Microbial oxidation of organic compounds produces organic and inorganic acids in soil, and these ligands and proton sources drive the weathering of soil minerals. Understanding the linkages between these biological and chemical processes has stimulated research on technologies to accelerate the rate of a C stabilization associated with weathering minerals, especially in highly disturbed agricultural soils. One approach involves applying organic and inorganic amendments together (e.g., compost, biochar, pulverized rock) to induce a synergistic effect via microbial and chemical mechanisms. However, it is unclear if a co-application of organic amendment appreciably enhances the weathering of mineral amendments and C accumulation. Also, the surface of weathering minerals can provide reactive binding sites for secondary mineral formation or metal co-precipitation with dissolved organic C, thus coating the surface and inhibiting weathering processes. To address this gap, a series of bench-scale experiments (soil incubation and batch dissolution) were conducted to link olivine weathering rates to different microbially derived proton sources (e.g., respired CO2, organic ligands) from different stages of microbial metabolism.
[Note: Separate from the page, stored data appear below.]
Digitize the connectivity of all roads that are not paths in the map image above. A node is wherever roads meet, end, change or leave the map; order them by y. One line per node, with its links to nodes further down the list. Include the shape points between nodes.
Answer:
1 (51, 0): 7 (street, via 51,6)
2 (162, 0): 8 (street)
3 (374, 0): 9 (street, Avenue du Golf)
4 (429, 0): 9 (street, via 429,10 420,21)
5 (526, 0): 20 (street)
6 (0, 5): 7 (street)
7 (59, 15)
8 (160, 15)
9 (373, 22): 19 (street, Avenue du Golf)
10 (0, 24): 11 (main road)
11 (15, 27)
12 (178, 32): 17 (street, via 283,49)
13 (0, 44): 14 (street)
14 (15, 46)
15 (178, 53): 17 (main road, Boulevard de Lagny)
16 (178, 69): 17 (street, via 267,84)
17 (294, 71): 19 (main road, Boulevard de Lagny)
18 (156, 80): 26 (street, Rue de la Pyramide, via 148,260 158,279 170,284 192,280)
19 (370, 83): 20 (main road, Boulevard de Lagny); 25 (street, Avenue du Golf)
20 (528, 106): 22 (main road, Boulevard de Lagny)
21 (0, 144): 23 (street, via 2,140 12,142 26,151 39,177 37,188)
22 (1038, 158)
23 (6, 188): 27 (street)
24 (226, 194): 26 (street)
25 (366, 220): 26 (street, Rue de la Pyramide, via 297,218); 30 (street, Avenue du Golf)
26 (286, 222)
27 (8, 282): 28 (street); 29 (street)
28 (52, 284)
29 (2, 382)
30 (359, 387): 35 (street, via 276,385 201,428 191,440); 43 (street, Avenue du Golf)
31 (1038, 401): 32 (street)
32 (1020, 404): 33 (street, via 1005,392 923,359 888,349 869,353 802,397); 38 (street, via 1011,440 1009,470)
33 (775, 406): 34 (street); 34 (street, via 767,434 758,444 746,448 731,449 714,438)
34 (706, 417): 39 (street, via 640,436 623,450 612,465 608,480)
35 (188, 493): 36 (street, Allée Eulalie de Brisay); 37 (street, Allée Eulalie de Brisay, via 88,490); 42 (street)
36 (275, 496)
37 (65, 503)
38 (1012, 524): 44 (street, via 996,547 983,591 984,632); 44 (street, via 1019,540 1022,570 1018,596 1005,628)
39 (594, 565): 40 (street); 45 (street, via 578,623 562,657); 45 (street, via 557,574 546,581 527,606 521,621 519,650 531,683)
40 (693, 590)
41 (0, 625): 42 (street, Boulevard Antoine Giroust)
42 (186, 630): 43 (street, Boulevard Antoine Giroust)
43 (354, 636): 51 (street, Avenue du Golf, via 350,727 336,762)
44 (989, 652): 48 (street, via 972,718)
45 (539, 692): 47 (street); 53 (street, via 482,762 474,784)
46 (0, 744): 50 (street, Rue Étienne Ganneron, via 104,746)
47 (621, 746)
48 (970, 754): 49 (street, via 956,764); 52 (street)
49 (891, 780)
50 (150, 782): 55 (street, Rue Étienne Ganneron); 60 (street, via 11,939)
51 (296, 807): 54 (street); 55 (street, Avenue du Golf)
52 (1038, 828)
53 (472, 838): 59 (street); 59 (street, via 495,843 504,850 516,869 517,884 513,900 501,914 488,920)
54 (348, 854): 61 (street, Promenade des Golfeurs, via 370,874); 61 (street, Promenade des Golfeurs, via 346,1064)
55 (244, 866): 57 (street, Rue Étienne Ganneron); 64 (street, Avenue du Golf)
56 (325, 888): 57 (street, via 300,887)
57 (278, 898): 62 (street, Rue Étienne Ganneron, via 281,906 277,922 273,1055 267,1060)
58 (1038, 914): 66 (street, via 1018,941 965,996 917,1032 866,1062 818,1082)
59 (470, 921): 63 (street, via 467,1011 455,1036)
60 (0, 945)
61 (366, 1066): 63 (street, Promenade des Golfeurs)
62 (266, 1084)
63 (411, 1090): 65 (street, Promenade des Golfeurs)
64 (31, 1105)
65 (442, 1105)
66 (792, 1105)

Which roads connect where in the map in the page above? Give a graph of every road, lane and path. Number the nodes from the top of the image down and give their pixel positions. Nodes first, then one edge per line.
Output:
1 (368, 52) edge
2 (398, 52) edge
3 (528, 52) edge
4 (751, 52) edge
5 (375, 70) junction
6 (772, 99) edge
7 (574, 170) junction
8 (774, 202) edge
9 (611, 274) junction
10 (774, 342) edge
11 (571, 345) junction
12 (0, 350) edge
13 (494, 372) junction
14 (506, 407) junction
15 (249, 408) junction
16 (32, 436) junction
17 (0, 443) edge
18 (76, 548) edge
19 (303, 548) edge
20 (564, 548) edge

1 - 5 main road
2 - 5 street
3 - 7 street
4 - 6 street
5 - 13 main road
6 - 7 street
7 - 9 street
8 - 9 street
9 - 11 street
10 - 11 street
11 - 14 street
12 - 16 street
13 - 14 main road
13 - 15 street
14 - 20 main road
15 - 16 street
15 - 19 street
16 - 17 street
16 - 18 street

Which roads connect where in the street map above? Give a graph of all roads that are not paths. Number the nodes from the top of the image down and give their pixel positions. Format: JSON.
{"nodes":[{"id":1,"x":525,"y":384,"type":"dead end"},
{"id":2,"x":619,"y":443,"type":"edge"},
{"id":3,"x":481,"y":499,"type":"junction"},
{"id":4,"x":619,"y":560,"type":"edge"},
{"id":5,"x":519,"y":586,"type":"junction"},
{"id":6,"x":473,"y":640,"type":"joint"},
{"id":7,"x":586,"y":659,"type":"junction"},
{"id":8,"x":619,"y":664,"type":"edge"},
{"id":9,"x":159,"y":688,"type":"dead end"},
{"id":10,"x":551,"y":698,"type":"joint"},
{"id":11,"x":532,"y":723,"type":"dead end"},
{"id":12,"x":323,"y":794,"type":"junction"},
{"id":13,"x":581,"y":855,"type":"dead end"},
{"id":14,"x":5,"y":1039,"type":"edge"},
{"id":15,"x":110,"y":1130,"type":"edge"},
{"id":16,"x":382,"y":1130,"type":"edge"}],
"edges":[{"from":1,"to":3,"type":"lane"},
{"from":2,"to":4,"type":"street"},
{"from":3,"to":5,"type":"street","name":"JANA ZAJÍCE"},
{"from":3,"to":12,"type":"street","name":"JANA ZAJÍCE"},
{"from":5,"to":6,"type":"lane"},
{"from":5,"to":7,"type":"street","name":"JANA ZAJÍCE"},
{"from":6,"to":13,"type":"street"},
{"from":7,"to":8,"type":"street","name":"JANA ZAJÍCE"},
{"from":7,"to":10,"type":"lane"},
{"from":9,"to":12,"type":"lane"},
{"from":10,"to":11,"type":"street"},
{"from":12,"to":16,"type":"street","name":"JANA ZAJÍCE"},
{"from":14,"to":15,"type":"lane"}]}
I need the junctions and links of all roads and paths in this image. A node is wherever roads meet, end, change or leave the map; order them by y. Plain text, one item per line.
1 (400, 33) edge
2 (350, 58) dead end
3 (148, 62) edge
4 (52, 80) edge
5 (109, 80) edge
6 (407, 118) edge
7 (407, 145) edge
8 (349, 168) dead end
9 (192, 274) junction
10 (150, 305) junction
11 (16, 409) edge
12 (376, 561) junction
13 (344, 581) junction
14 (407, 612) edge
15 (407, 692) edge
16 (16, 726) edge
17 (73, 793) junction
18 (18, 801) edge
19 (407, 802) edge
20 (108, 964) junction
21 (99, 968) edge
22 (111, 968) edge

We hypothesized: 1) olivine weathering will be linearly related to the increase of microbial metabolic products; and 2) the change of weathering rate will depend on dominant sorption mechanisms of organic ligands associated with weathering olivine surface. We will measure olivine weathering products (Mg, Fe, Si, etc.) and temporal changes of inorganic C pools induced from respired CO2 by incubating olivine and soil with 13C labeled glucose. Similarly, 13C labeled rice residue will be used to identify microbially derived C pools (microbial biomass, necromass, dissolved organic C) associated with mineral surfaces. Finally, olivine dissolution will be examined to verify the dominant mechanisms (proton or ligand promoted dissolution versus metal-DOC co-precipitation) in the presence of compost extracts and soil colloids. Incubation results will elucidate the biogeochemical roles of organic amendments in accelerating biochemical weathering of minerals; this information will be critical for developing management strategies to promote soil C sequestration in working lands.